Here’s the story. Patrizia Reggiani (Lady Gaga) has her sights set on Maurizio Gucci (Driver). Maurizio’s dad Rodolfo (Irons) immediately surmises she’s a gold digger. Yet because this is a poorly written screenplay, we see her looking at a Klimt painting and saying, “Oh, is this a Picasso?”

Now, even though the style is so easily recognizable as Klimt, people that don’t know art probably wouldn’t know that. But surely they’d be able to tell it’s not a Picasso. And if they don’t know Picasso’s style, we know her character is at least smart enough to not guess on who the artist could possibly be. The odds of guessing correctly would be astronomically low. 

The word “low” also makes me think of the low level of energy Driver brings to this character. It makes the movie feel like he and Gaga are in two different films. Yet that doesn’t mean it doesn’t work sometimes. As he’s trying to be talked into going into the family business by his uncle (Pacino), or he passive-aggressively tells his wife why he got her a gift card to Bloomingdale’s, or how her story to their friends about the macarons she got is filled with unnecessary details they don’t care about, all makes his low-key deliveries of those lines more powerful.
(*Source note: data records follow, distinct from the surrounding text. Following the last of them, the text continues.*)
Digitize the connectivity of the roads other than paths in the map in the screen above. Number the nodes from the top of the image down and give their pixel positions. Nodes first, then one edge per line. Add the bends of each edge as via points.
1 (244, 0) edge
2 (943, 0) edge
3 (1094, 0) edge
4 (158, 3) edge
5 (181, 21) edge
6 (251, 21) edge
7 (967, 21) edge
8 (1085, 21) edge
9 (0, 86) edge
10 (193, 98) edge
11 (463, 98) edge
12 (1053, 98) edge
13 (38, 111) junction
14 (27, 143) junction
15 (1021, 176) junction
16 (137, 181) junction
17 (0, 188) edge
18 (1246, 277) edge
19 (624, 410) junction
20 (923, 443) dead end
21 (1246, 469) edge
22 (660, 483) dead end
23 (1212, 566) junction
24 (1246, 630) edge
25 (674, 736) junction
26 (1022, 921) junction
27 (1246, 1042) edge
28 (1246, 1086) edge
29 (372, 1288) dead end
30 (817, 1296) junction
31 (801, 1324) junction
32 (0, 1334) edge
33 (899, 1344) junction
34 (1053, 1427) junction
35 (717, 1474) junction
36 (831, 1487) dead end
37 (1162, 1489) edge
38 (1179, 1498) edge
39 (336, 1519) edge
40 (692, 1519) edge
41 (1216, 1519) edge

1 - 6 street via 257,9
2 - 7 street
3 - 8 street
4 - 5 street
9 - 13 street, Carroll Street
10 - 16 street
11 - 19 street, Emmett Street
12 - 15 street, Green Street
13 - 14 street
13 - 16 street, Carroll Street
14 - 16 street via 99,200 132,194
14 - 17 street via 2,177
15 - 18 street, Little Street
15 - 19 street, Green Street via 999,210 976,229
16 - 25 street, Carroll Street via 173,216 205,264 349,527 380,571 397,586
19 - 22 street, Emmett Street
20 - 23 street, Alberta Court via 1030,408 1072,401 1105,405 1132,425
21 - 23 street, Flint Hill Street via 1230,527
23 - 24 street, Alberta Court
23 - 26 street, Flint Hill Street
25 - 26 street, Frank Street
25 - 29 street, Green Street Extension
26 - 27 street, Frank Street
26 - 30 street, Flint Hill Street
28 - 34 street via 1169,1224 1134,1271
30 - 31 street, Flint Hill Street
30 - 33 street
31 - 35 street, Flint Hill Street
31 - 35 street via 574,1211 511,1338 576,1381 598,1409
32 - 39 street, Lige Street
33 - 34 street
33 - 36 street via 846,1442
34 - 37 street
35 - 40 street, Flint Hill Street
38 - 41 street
There are some fun scenes as we watch Paolo Gucci, the black sheep of the family (or the “Fredo”), try to push his fashion designs on his dad and uncle. 

Perhaps it’s because I’ve seen too many movies over the years, but I can’t figure out why it wasn’t more dramatic or interesting to find out about Aldo’s tax-evasion and how he and his nephew end up on the outs. 

Ridley Scott, who had better success dealing with rich Italians in All the Money in the World, should have decided if he wanted to make a serious picture or camp. Instead, he gave us campy characters in a dramatic piece, and never the twain shall meet (check me out, going from Klimt to Kipling all in one review). 

Overall though, despite all its flaws, my wife and I were never bored watching it.

2 ½ stars out of 5.

Fun fact: Hayek is married to Francois-Henri Pinault, the CEO of Kering. That’s the French fashion conglomerate that now owns Gucci.